### [INSTRUCTIONS TO FOLLOW]
Whenever a line of the records below contains the word "this", copy that line.

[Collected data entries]
——————

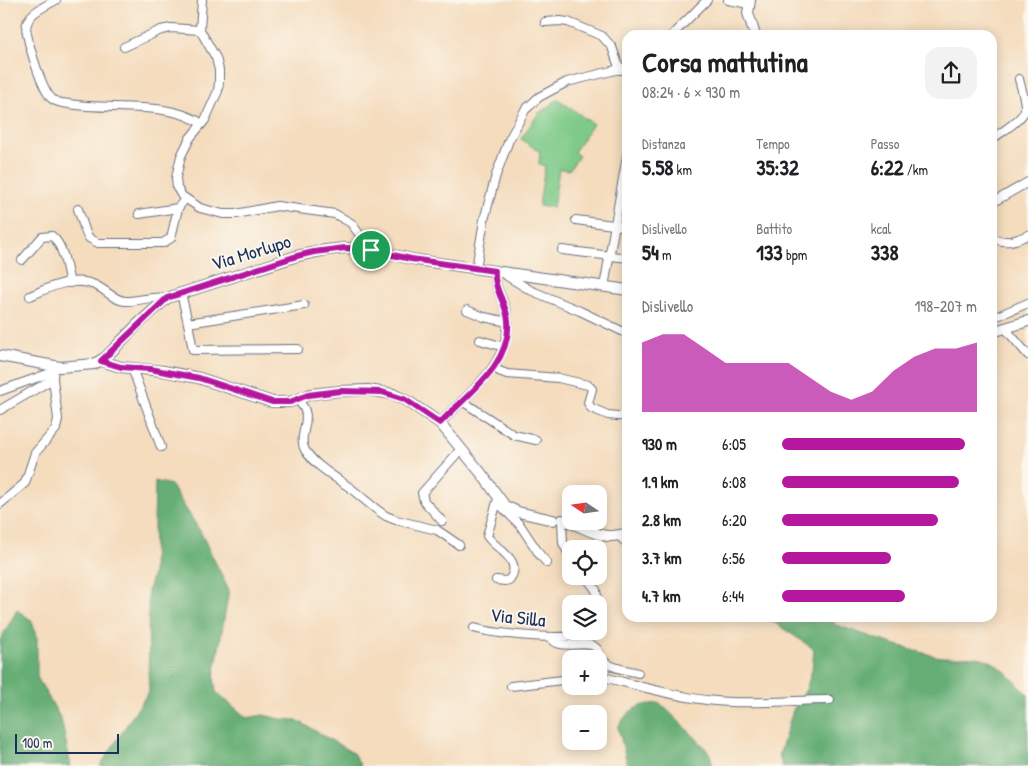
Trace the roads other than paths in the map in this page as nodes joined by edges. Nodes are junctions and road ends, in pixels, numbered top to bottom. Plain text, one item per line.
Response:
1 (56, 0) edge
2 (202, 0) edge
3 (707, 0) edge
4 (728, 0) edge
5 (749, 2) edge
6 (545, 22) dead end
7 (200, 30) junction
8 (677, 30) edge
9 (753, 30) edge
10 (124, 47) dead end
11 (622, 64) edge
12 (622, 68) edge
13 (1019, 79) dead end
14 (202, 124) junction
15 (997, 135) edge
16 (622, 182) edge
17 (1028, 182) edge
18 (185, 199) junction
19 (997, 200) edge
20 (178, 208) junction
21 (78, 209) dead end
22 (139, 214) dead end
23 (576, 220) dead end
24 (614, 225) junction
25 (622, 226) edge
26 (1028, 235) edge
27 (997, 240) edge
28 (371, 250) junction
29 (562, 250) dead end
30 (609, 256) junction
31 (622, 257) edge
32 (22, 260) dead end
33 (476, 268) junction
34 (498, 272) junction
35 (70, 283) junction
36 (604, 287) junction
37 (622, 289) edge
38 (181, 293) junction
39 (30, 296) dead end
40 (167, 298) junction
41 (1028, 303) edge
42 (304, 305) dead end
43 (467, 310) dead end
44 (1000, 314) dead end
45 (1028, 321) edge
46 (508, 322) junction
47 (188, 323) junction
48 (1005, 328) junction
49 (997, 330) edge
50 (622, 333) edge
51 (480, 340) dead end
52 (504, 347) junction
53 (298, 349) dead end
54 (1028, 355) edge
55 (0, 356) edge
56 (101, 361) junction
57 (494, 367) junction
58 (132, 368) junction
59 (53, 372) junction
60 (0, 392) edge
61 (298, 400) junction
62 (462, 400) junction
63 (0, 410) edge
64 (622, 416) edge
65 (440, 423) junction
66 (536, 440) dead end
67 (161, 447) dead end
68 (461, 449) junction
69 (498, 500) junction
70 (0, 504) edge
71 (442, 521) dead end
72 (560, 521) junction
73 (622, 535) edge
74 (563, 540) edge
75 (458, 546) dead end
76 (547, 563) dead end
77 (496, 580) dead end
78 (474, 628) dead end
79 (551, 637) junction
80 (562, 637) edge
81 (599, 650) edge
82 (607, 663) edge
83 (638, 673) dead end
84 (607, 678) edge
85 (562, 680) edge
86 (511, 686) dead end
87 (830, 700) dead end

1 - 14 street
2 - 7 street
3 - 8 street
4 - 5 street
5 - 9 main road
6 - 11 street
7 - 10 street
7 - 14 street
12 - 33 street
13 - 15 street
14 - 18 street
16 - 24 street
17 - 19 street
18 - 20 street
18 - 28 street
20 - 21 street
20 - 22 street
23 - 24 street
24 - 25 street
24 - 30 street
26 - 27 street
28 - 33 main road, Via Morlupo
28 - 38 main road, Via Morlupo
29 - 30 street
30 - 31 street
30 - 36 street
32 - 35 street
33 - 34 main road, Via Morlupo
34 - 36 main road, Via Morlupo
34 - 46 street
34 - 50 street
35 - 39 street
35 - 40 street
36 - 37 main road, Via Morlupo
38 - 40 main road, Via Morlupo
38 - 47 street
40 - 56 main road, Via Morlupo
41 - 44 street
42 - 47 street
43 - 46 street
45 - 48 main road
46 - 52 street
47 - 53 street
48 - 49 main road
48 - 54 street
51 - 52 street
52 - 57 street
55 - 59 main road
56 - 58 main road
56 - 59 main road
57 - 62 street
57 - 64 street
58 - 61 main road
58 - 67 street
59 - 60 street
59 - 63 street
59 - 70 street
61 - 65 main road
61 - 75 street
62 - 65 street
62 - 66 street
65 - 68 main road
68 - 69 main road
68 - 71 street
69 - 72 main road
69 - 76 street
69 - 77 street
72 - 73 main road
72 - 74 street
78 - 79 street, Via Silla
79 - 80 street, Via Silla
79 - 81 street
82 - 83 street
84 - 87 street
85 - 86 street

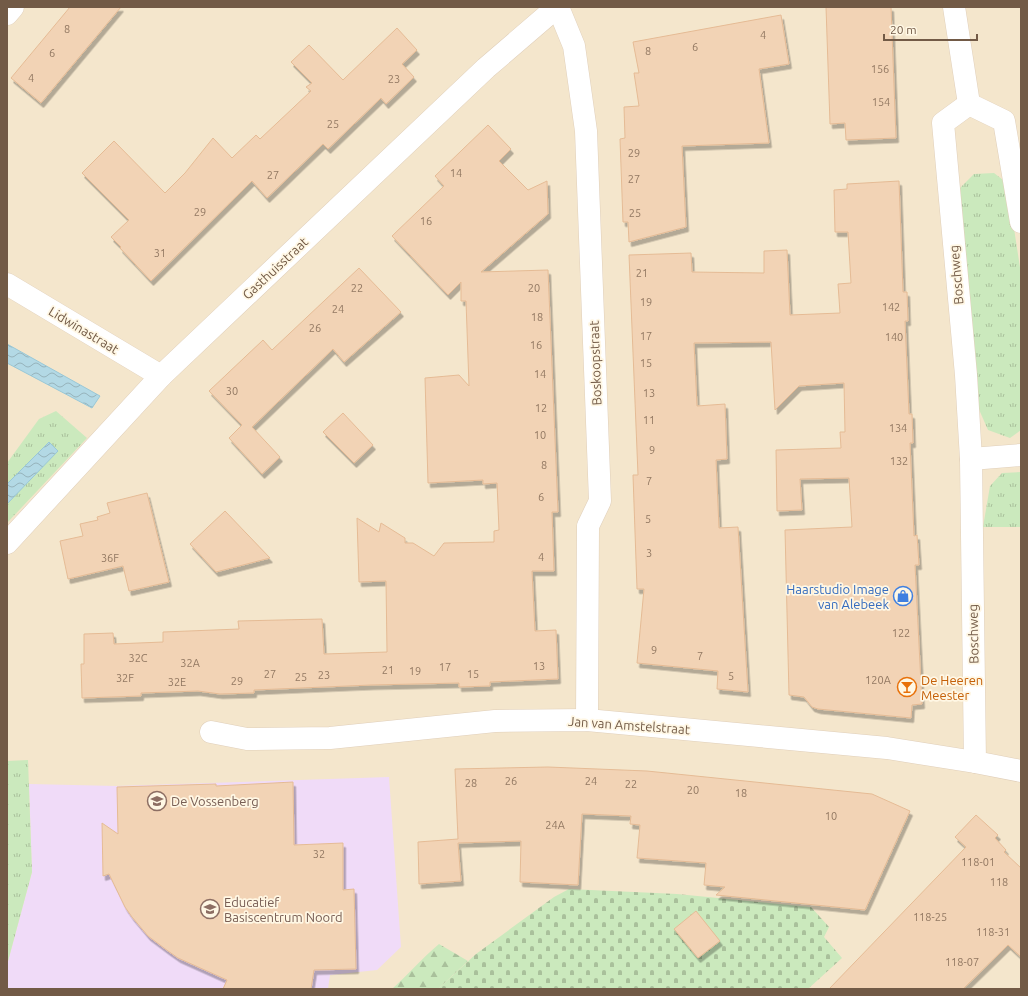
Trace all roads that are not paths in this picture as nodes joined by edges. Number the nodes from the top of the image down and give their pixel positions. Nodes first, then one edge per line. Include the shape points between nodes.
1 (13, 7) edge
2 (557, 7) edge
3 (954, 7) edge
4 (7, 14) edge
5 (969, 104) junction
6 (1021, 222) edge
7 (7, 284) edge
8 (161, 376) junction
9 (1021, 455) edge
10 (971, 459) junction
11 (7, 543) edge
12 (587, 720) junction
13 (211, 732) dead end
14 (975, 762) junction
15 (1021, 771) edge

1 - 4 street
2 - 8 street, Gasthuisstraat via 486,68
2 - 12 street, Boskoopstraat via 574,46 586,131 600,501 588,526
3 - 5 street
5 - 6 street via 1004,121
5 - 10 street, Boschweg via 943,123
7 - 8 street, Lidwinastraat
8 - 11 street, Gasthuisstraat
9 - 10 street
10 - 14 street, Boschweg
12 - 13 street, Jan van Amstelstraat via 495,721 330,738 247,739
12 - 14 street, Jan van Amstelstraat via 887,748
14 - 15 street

——————

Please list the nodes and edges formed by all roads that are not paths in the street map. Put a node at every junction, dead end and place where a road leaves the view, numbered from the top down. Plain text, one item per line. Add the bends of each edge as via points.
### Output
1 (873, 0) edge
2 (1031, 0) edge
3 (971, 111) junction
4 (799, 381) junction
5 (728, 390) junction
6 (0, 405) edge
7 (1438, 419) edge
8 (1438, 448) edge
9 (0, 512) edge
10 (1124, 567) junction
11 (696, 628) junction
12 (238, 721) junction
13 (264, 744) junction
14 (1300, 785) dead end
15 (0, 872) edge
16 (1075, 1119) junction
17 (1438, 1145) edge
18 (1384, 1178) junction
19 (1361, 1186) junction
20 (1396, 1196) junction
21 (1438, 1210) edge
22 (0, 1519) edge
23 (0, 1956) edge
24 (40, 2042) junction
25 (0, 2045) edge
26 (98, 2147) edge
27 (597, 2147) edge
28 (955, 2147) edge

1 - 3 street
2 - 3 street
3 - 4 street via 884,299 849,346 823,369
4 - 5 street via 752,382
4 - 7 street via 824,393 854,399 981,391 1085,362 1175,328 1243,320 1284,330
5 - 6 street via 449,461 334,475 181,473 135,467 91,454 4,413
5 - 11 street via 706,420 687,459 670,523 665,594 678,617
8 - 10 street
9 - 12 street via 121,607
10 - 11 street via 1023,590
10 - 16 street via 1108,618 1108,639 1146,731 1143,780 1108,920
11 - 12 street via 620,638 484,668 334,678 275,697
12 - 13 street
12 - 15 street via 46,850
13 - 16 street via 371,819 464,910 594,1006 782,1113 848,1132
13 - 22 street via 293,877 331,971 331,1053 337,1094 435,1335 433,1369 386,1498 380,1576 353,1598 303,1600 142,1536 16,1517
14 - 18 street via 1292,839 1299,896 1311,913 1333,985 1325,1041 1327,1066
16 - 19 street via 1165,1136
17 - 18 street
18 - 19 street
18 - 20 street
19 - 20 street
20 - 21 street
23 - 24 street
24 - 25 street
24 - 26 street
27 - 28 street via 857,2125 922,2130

——————

### [TASK RESULT]
Trace the roads other than paths in the map in this page as nodes joined by edges. Nodes are junctions and road ends, in pixels, numbered top to bottom. Plain text, one item per line.
Trace all roads that are not paths in this picture as nodes joined by edges. Number the nodes from the top of the image down and give their pixel positions. Nodes first, then one edge per line. Include the shape points between nodes.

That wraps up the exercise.